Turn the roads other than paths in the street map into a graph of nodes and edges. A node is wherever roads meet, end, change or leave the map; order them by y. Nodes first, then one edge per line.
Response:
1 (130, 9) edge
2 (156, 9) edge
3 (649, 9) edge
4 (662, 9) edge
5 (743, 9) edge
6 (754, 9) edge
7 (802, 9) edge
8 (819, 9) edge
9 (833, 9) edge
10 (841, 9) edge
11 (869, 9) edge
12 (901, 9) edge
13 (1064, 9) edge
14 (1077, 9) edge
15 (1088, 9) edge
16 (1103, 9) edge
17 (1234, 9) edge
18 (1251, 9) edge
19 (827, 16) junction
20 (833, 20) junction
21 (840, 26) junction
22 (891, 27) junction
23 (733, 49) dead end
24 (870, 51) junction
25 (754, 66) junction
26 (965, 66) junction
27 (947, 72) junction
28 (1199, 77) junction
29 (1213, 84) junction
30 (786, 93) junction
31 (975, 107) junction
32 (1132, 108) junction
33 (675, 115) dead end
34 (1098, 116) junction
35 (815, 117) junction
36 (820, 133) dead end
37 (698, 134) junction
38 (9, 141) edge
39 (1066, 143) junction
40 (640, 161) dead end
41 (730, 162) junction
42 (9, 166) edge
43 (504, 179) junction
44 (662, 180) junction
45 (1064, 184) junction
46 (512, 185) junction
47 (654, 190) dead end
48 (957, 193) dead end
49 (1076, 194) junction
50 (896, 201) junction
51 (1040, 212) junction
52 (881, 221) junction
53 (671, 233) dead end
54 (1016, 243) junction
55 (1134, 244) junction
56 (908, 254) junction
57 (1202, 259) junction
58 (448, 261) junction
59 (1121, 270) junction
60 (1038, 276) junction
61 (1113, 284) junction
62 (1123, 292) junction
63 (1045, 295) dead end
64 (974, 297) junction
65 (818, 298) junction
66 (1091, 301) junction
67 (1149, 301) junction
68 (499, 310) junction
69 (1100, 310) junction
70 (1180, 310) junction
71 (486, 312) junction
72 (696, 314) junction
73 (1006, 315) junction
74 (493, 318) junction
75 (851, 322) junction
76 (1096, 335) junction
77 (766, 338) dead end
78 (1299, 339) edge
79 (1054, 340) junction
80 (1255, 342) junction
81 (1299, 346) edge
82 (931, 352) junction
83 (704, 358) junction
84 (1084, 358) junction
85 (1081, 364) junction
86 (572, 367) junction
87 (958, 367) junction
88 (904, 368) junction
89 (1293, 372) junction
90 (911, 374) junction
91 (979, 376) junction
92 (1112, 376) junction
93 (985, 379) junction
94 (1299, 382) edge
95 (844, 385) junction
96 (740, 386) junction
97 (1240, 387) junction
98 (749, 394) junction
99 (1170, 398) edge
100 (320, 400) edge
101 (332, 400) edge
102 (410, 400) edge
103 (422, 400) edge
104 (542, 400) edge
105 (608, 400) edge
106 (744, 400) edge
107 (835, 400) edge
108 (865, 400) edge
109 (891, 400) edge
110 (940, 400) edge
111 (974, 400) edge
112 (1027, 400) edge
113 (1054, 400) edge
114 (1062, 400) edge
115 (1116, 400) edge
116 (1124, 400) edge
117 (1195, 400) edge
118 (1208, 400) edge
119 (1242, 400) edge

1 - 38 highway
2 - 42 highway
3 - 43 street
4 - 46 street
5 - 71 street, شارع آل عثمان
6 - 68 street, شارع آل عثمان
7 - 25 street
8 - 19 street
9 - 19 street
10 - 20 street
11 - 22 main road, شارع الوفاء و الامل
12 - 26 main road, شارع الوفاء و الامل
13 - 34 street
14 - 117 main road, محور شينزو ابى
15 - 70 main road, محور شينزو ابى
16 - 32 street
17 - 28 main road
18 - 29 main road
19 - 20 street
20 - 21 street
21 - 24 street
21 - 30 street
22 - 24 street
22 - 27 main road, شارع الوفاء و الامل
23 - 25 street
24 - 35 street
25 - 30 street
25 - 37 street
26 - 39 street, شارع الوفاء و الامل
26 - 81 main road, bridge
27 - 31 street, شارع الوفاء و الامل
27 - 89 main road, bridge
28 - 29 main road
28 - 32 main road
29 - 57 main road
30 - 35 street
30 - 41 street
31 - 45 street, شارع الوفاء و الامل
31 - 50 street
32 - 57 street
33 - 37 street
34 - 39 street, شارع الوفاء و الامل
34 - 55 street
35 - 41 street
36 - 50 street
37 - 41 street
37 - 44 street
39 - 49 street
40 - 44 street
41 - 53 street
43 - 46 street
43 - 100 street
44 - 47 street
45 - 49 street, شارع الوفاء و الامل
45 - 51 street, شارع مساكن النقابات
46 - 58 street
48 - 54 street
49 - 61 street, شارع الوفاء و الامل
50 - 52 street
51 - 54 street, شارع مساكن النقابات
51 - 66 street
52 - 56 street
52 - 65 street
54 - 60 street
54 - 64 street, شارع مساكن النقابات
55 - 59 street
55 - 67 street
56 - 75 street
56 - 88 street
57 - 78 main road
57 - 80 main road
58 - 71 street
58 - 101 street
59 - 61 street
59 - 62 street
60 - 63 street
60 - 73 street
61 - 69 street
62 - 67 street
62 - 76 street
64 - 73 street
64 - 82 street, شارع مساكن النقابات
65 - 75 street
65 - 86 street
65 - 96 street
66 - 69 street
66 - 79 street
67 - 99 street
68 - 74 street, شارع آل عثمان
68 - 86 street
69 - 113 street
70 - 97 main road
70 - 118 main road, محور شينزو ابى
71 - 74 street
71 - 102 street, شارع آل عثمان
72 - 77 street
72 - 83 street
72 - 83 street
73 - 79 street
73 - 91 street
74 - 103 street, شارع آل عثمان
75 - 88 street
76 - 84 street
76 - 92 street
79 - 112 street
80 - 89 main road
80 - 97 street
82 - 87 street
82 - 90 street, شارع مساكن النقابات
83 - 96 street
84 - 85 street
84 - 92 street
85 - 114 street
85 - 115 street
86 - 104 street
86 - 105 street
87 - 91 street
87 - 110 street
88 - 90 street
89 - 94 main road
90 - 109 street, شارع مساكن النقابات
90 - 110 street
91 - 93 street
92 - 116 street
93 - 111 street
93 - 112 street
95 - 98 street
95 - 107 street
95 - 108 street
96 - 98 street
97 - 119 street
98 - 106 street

====================

Read the entries above and find each line holding the word "dead". Copy it out.

• [Output for this task]:
23 (733, 49) dead end
33 (675, 115) dead end
36 (820, 133) dead end
40 (640, 161) dead end
47 (654, 190) dead end
48 (957, 193) dead end
53 (671, 233) dead end
63 (1045, 295) dead end
77 (766, 338) dead end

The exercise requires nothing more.